Au-delà de ces grands programmes internationaux de forage, d’autres initiatives de forage ou opportunités existantes ont permis d’accéder à des échantillons de la subsurface. En 2011, un projet de forage a permis de mettre en place une série de 8 puits qui constituent l’observatoire microbiologique californien du Coast Range ophiolite (CROMO, USA ; Cardace et al. 2013a). Plusieurs puits existant dans l’ophiolite de Samail et ciblant des aquifères profonds (Rempfert et al. 2017) ont récemment permis l’acquisition de métagénomes à partir des eaux souterraines (Fones et al. 2019). Une initiative internationale d’envergure, en partie financée par ICDP et IODP, a été très récemment menée sur cette même ophiolite (2017-2018) et a permis d’acquérir des échantillons de roches océaniques de lithologies variées (https://www.omandrilling.ac.uk). Un puits a été réhabilité à Cabeço de Vide (Portugal), offrant un accès à un aquifère profond (130 m), et a conduit à l’une des premières études microbiologiques sur ce type d’environnement (Tiago et Veríssimo 2013). Un des rares exemples d’étude de communautés microbiennes colonisant les roches serpentinisées est celui de l’ophiolite de Leka (Norvège) bien que ce forage ne soit que peu profond (50 m sous la surface ; Daae et al. 2013). En 2015, l’expédition de forage océanique IODP 357 sur l’Atlantis Massif (MAR, 30°N) où se situe le site hydrothermal de Lost City a permis de collecter des échantillons de basaltes, gabbros et péridotites serpentinisées sur un transect de 7 sites de forage et à une profondeur de 1,30 à 16,44 mbsf sous le plancher océanique (Früh-Green et al. 2018) et de futures résultats géomicrobiologiques offriront une première caractérisation des communautés microbiennes en subsurface dans la croûte océanique superficielle serpentinisée (Motamedi et al. 2019 ; Quéméneur et al. 2019).

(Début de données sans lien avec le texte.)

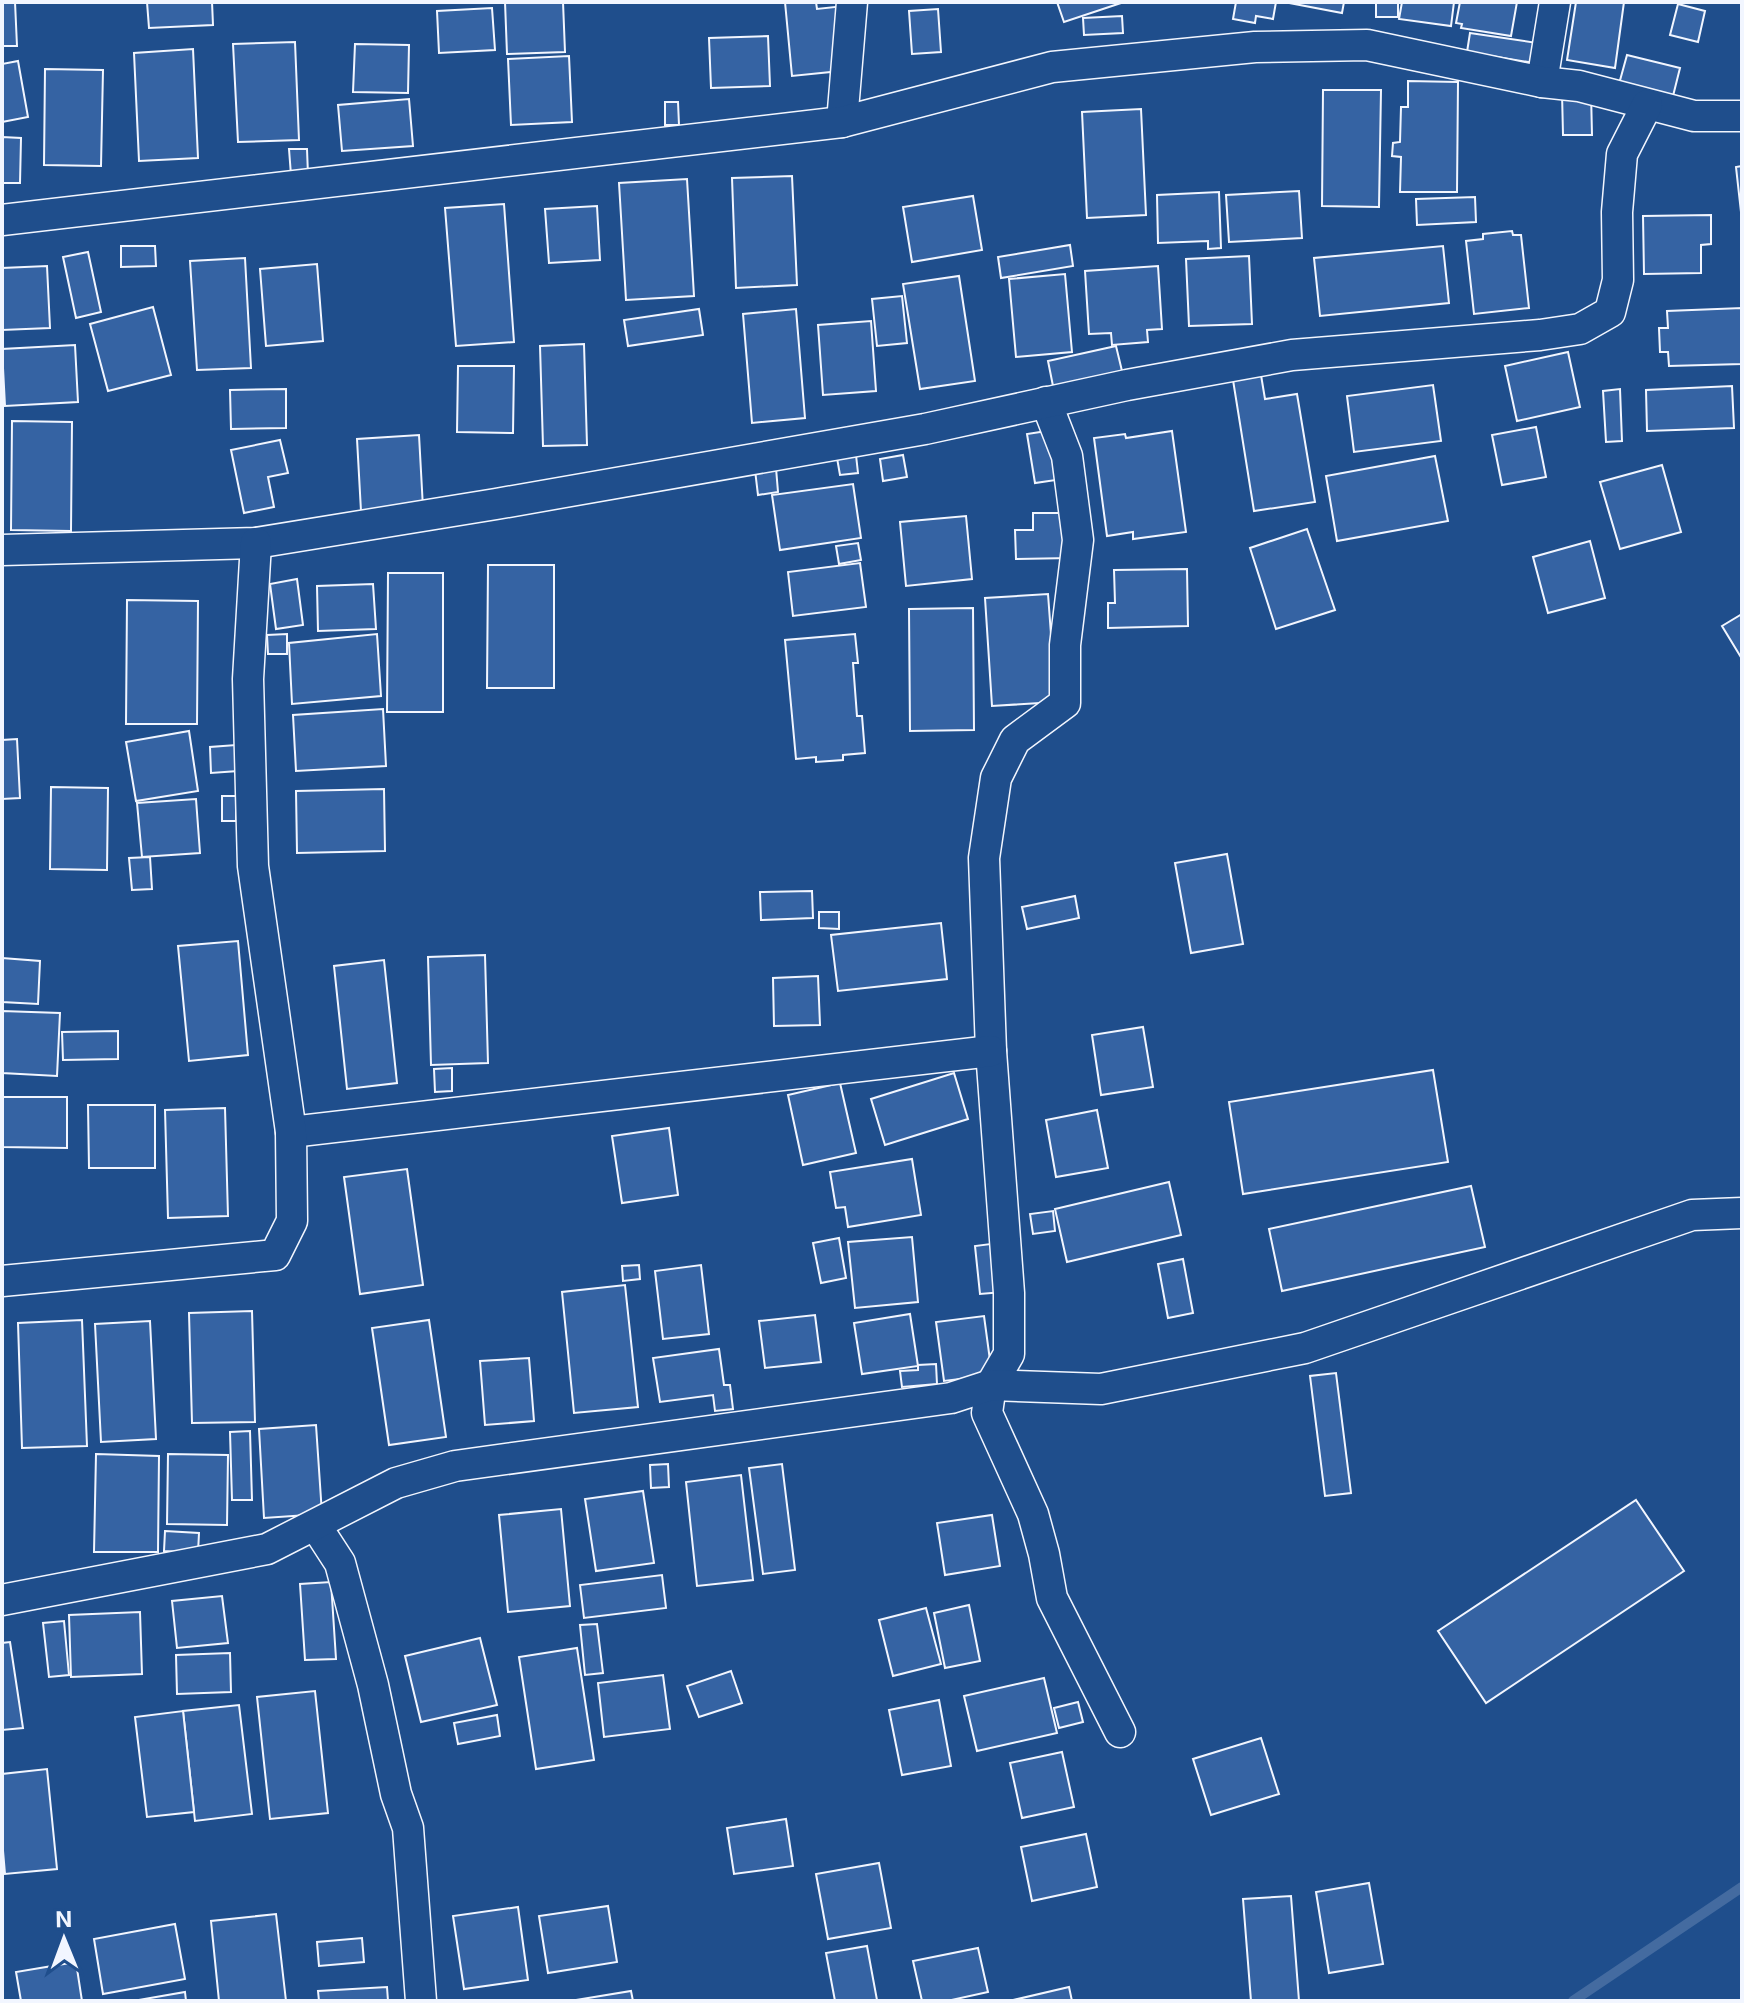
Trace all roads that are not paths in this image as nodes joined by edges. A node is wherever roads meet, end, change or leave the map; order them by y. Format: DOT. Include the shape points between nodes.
graph roads {
  1 [pos="852,2"];
  2 [pos="1555,2"];
  3 [pos="1542,82"];
  4 [pos="1647,105"];
  5 [pos="1742,116"];
  6 [pos="842,122"];
  7 [pos="2,220"];
  8 [pos="1046,402"];
  9 [pos="256,543"];
  10 [pos="2,550"];
  11 [pos="991,1051"];
  12 [pos="291,1132"];
  13 [pos="1742,1213"];
  14 [pos="2,1281"];
  15 [pos="991,1385"];
  16 [pos="316,1526"];
  17 [pos="2,1600"];
  18 [pos="1120,1732"];
  19 [pos="421,2001"];
  1 -- 6 [label="street"];
  2 -- 3 [label="street"];
  3 -- 4 [label="street" via="1579,86"];
  3 -- 6 [label="street" via="1367,45 1255,47 1052,67"];
  4 -- 5 [label="street" via="1694,116"];
  4 -- 8 [label="street" via="1622,154 1618,280 1610,312 1580,329 1292,355"];
  6 -- 7 [label="street"];
  8 -- 9 [label="street" via="925,429"];
  8 -- 11 [label="street" via="1067,456 1078,540 1065,645 1065,703 1015,740 996,778 984,858"];
  9 -- 10 [label="street"];
  9 -- 12 [label="street" via="248,679 253,866"];
  11 -- 12 [label="street"];
  11 -- 15 [label="street" via="1009,1354"];
  12 -- 14 [label="street" via="292,1221 275,1255"];
  13 -- 15 [label="street" via="1692,1215 1305,1348 1101,1389"];
  15 -- 16 [label="street" via="951,1398 455,1466 396,1483"];
  15 -- 18 [label="street" via="987,1413 1033,1514 1052,1598"];
  16 -- 17 [label="street" via="267,1549"];
  16 -- 19 [label="street" via="340,1563 408,1828"];
}
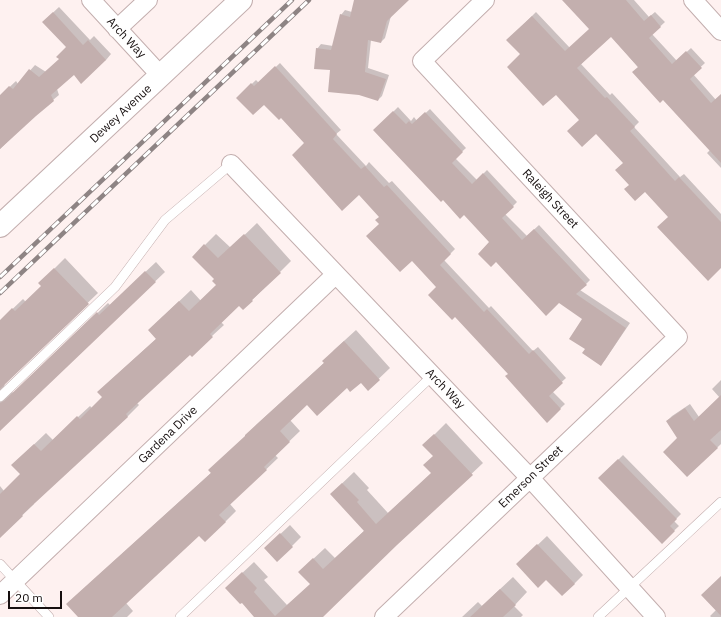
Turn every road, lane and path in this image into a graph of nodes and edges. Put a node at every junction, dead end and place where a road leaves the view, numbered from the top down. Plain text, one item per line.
1 (91, 0) edge
2 (148, 0) edge
3 (241, 0) edge
4 (485, 0) edge
5 (692, 0) edge
6 (118, 29) junction
7 (721, 31) edge
8 (161, 76) junction
9 (231, 164) joint
10 (0, 226) edge
11 (335, 275) junction
12 (678, 337) joint
13 (432, 376) junction
14 (0, 397) edge
15 (530, 478) junction
16 (721, 502) edge
17 (0, 564) edge
18 (16, 580) junction
19 (629, 588) junction
20 (0, 595) edge
21 (49, 617) edge
22 (180, 617) edge
23 (384, 617) edge
24 (598, 617) edge
25 (656, 617) edge

1 - 6 street, Arch Way
2 - 6 street
3 - 8 street, Dewey Avenue
4 - 12 street, Raleigh Street
5 - 7 street
6 - 8 street, Arch Way
8 - 10 street, Dewey Avenue
9 - 11 street, Arch Way
9 - 14 lane
11 - 13 street, Arch Way
11 - 18 street, Gardena Drive
12 - 15 street, Emerson Street
13 - 15 street, Arch Way
13 - 22 lane
15 - 19 street, Arch Way
15 - 23 street, Emerson Street
16 - 19 lane
17 - 18 lane
18 - 20 street, Gardena Drive
18 - 21 lane
19 - 24 lane
19 - 25 street, Arch Way

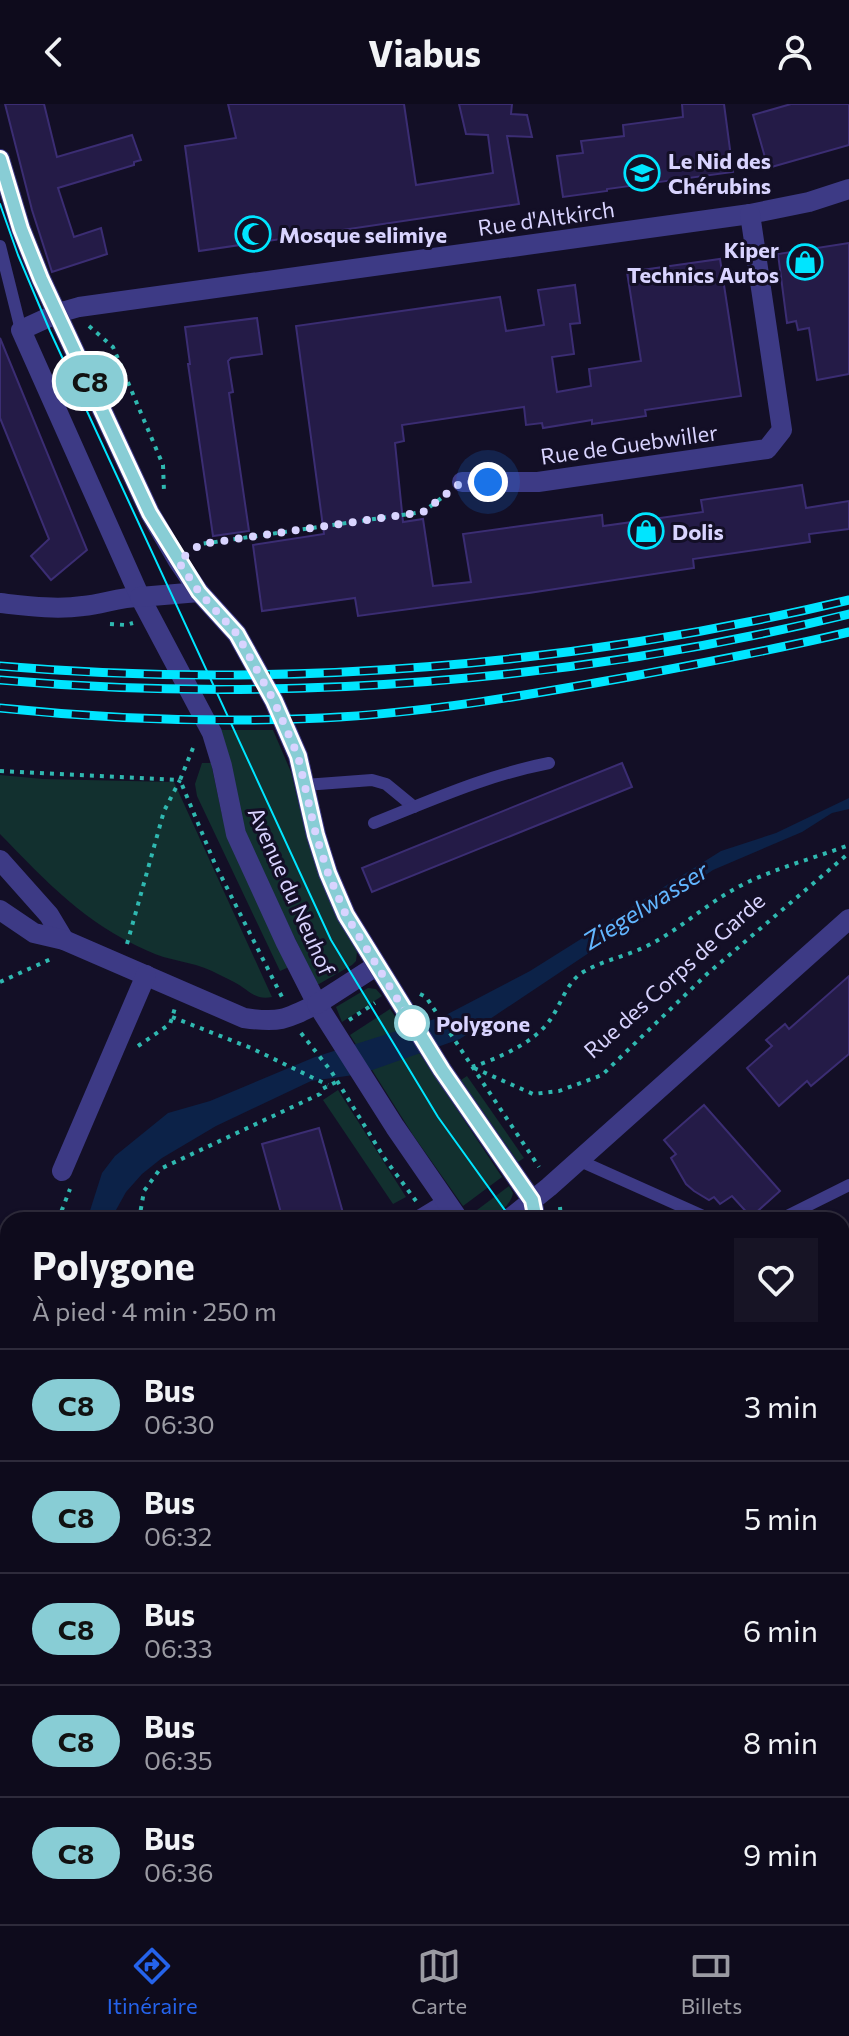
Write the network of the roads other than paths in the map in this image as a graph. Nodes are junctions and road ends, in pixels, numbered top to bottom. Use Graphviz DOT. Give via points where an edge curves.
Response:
graph roads {
  1 [pos="0,159"];
  2 [pos="849,189"];
  3 [pos="750,214"];
  4 [pos="0,246"];
  5 [pos="58,313"];
  6 [pos="21,330"];
  7 [pos="462,482"];
  8 [pos="199,592"];
  9 [pos="140,597"];
  10 [pos="0,603"];
  11 [pos="549,763"];
  12 [pos="305,785"];
  13 [pos="414,807"];
  14 [pos="374,823"];
  15 [pos="0,860"];
  16 [pos="0,910"];
  17 [pos="849,919"];
  18 [pos="70,942"];
  19 [pos="376,966"];
  20 [pos="146,975"];
  21 [pos="317,1004"];
  22 [pos="578,1160"];
  23 [pos="62,1171"];
  24 [pos="849,1185"];
  25 [pos="445,1200"];
  26 [pos="534,1210"];
  27 [pos="425,1212"];
  28 [pos="453,1212"];
  29 [pos="694,1212"];
  30 [pos="795,1212"];
  1 -- 5 [label="street, Avenue du Neuhof" via="21,229"];
  2 -- 3 [label="street, Rue d'Altkirch"];
  3 -- 5 [label="street, Rue d'Altkirch"];
  3 -- 7 [label="street, Rue de Guebwiller" via="782,430 767,449 538,482"];
  4 -- 6 [label="lane"];
  5 -- 6 [label="street, Rue d'Altkirch"];
  5 -- 8 [label="street, Avenue du Neuhof" via="150,513"];
  6 -- 9 [label="street, Avenue du Neuhof"];
  8 -- 9 [label="street"];
  8 -- 12 [label="street, Avenue du Neuhof" via="247,650 298,756"];
  9 -- 10 [label="street" via="61,608"];
  9 -- 21 [label="street, Avenue du Neuhof" via="194,695 218,751 236,834"];
  11 -- 13 [label="lane" via="507,771"];
  12 -- 13 [label="lane" via="372,780 386,784"];
  12 -- 19 [label="street, Avenue du Neuhof" via="328,873"];
  13 -- 14 [label="lane"];
  15 -- 18 [label="street"];
  16 -- 18 [label="street" via="34,933"];
  17 -- 22 [label="street"];
  18 -- 20 [label="street"];
  19 -- 21 [label="street, Avenue du Neuhof"];
  19 -- 26 [label="street, Avenue du Neuhof"];
  20 -- 21 [label="street" via="244,1018 269,1022"];
  20 -- 23 [label="street"];
  21 -- 25 [label="street, Avenue du Neuhof"];
  22 -- 26 [label="street"];
  22 -- 29 [label="lane"];
  24 -- 30 [label="lane"];
  25 -- 27 [label="lane"];
  25 -- 28 [label="street, Avenue du Neuhof"];
}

Dès 2008, un suivi microbiologique a pu être mis-en-place sur le site pilote de stockage de CO2 associé à la centrale géothermique d’Hellisheiði grâce à plusieurs puits de forage (Chapitre 2 ; Trias et al. 2017). Ces puits ciblent en particulier un aquifère basaltique profond situé entre 400 et 800 m de profondeur. L’échantillonnage d’eaux souterraines a conduit au séquençage des 4 métagénomes étudiés lors de cette thèse. De plus, une carotte de basalte a été échantillonnée au cours d’un forage réalisé en 2014 entre le puits d’injection et le puits d’observation (Figure 3.2c), bien qu’aucun résultat de biologie moléculaire n’ait pu être obtenu jusqu’à présent.